> _Problem to solve_
Return the listing verbatim, images left out.

> _Given information_
★ ★ ★ ★

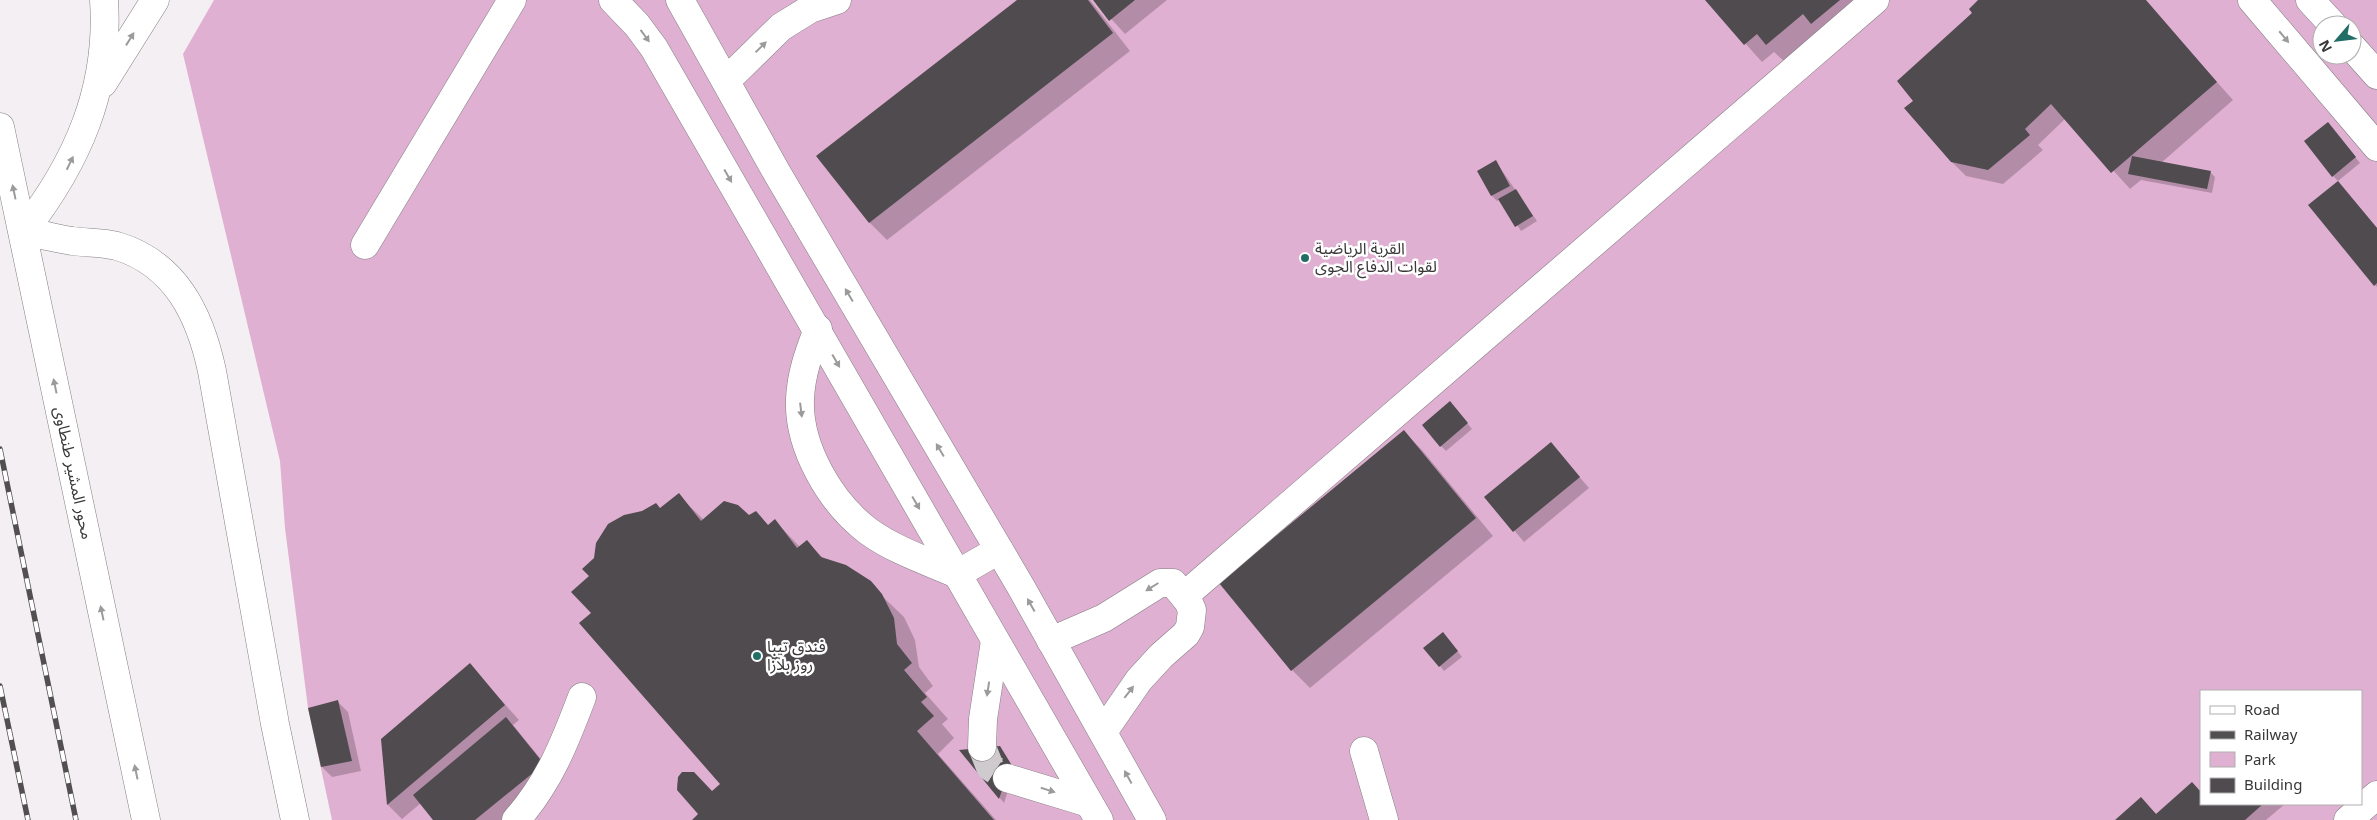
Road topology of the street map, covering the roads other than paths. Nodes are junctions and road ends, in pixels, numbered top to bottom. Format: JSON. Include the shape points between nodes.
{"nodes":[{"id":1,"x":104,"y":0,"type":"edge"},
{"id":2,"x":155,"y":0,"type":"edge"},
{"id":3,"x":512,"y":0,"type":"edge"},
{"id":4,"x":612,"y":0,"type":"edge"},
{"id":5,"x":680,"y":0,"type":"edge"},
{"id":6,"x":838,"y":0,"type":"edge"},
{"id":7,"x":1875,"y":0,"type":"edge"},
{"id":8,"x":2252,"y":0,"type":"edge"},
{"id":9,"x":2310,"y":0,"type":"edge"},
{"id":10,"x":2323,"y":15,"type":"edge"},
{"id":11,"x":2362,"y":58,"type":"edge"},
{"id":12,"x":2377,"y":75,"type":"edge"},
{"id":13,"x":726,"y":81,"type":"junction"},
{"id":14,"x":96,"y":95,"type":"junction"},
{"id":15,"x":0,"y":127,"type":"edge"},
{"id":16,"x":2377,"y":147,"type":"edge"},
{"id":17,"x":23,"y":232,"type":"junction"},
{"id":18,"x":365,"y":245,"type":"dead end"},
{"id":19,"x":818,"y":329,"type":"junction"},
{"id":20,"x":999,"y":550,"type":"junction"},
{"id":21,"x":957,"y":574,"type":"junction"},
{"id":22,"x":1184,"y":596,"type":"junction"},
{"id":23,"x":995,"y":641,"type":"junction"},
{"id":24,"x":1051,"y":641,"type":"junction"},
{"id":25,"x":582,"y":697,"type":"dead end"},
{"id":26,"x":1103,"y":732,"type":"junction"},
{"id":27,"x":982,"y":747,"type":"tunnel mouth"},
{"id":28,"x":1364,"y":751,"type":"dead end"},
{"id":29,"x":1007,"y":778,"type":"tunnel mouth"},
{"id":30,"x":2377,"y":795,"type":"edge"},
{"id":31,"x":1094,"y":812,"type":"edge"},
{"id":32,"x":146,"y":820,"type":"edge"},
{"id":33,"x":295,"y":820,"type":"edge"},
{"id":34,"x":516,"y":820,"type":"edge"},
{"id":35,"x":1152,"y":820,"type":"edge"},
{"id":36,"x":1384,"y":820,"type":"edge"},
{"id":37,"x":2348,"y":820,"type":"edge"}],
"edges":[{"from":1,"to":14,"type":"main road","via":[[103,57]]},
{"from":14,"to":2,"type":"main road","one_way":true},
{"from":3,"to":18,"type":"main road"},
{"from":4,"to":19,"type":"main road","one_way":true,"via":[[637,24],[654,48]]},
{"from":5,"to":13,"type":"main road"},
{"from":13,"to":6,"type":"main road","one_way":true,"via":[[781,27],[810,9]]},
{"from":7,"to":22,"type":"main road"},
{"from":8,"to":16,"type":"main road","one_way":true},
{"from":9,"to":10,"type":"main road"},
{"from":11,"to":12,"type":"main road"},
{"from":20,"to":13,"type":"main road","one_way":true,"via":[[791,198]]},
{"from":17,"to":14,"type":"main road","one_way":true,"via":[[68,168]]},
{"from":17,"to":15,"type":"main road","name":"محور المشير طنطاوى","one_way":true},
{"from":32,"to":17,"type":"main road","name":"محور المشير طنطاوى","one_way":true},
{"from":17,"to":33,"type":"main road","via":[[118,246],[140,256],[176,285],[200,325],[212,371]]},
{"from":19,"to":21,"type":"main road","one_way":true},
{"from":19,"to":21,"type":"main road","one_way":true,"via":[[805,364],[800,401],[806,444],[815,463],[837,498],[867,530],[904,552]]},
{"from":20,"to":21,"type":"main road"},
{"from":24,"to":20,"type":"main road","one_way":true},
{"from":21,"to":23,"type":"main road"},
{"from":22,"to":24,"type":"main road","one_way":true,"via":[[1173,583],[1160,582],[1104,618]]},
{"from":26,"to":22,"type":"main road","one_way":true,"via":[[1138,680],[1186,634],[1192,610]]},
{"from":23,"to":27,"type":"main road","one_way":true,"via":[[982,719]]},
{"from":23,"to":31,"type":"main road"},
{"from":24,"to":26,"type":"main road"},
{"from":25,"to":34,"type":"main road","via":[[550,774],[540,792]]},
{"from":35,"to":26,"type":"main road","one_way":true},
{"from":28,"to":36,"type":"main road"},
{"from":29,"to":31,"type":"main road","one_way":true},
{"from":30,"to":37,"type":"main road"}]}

★ ★ ★ ★

> _Solution for this problem_
Road topology of the street map, covering the roads other than paths. Nodes are junctions and road ends, in pixels, numbered top to bottom. Format: JSON. Include the shape points between nodes.
{"nodes":[{"id":1,"x":104,"y":0,"type":"edge"},
{"id":2,"x":155,"y":0,"type":"edge"},
{"id":3,"x":512,"y":0,"type":"edge"},
{"id":4,"x":612,"y":0,"type":"edge"},
{"id":5,"x":680,"y":0,"type":"edge"},
{"id":6,"x":838,"y":0,"type":"edge"},
{"id":7,"x":1875,"y":0,"type":"edge"},
{"id":8,"x":2252,"y":0,"type":"edge"},
{"id":9,"x":2310,"y":0,"type":"edge"},
{"id":10,"x":2323,"y":15,"type":"edge"},
{"id":11,"x":2362,"y":58,"type":"edge"},
{"id":12,"x":2377,"y":75,"type":"edge"},
{"id":13,"x":726,"y":81,"type":"junction"},
{"id":14,"x":96,"y":95,"type":"junction"},
{"id":15,"x":0,"y":127,"type":"edge"},
{"id":16,"x":2377,"y":147,"type":"edge"},
{"id":17,"x":23,"y":232,"type":"junction"},
{"id":18,"x":365,"y":245,"type":"dead end"},
{"id":19,"x":818,"y":329,"type":"junction"},
{"id":20,"x":999,"y":550,"type":"junction"},
{"id":21,"x":957,"y":574,"type":"junction"},
{"id":22,"x":1184,"y":596,"type":"junction"},
{"id":23,"x":995,"y":641,"type":"junction"},
{"id":24,"x":1051,"y":641,"type":"junction"},
{"id":25,"x":582,"y":697,"type":"dead end"},
{"id":26,"x":1103,"y":732,"type":"junction"},
{"id":27,"x":982,"y":747,"type":"tunnel mouth"},
{"id":28,"x":1364,"y":751,"type":"dead end"},
{"id":29,"x":1007,"y":778,"type":"tunnel mouth"},
{"id":30,"x":2377,"y":795,"type":"edge"},
{"id":31,"x":1094,"y":812,"type":"edge"},
{"id":32,"x":146,"y":820,"type":"edge"},
{"id":33,"x":295,"y":820,"type":"edge"},
{"id":34,"x":516,"y":820,"type":"edge"},
{"id":35,"x":1152,"y":820,"type":"edge"},
{"id":36,"x":1384,"y":820,"type":"edge"},
{"id":37,"x":2348,"y":820,"type":"edge"}],
"edges":[{"from":1,"to":14,"type":"main road","via":[[103,57]]},
{"from":14,"to":2,"type":"main road","one_way":true},
{"from":3,"to":18,"type":"main road"},
{"from":4,"to":19,"type":"main road","one_way":true,"via":[[637,24],[654,48]]},
{"from":5,"to":13,"type":"main road"},
{"from":13,"to":6,"type":"main road","one_way":true,"via":[[781,27],[810,9]]},
{"from":7,"to":22,"type":"main road"},
{"from":8,"to":16,"type":"main road","one_way":true},
{"from":9,"to":10,"type":"main road"},
{"from":11,"to":12,"type":"main road"},
{"from":20,"to":13,"type":"main road","one_way":true,"via":[[791,198]]},
{"from":17,"to":14,"type":"main road","one_way":true,"via":[[68,168]]},
{"from":17,"to":15,"type":"main road","name":"محور المشير طنطاوى","one_way":true},
{"from":32,"to":17,"type":"main road","name":"محور المشير طنطاوى","one_way":true},
{"from":17,"to":33,"type":"main road","via":[[118,246],[140,256],[176,285],[200,325],[212,371]]},
{"from":19,"to":21,"type":"main road","one_way":true},
{"from":19,"to":21,"type":"main road","one_way":true,"via":[[805,364],[800,401],[806,444],[815,463],[837,498],[867,530],[904,552]]},
{"from":20,"to":21,"type":"main road"},
{"from":24,"to":20,"type":"main road","one_way":true},
{"from":21,"to":23,"type":"main road"},
{"from":22,"to":24,"type":"main road","one_way":true,"via":[[1173,583],[1160,582],[1104,618]]},
{"from":26,"to":22,"type":"main road","one_way":true,"via":[[1138,680],[1186,634],[1192,610]]},
{"from":23,"to":27,"type":"main road","one_way":true,"via":[[982,719]]},
{"from":23,"to":31,"type":"main road"},
{"from":24,"to":26,"type":"main road"},
{"from":25,"to":34,"type":"main road","via":[[550,774],[540,792]]},
{"from":35,"to":26,"type":"main road","one_way":true},
{"from":28,"to":36,"type":"main road"},
{"from":29,"to":31,"type":"main road","one_way":true},
{"from":30,"to":37,"type":"main road"}]}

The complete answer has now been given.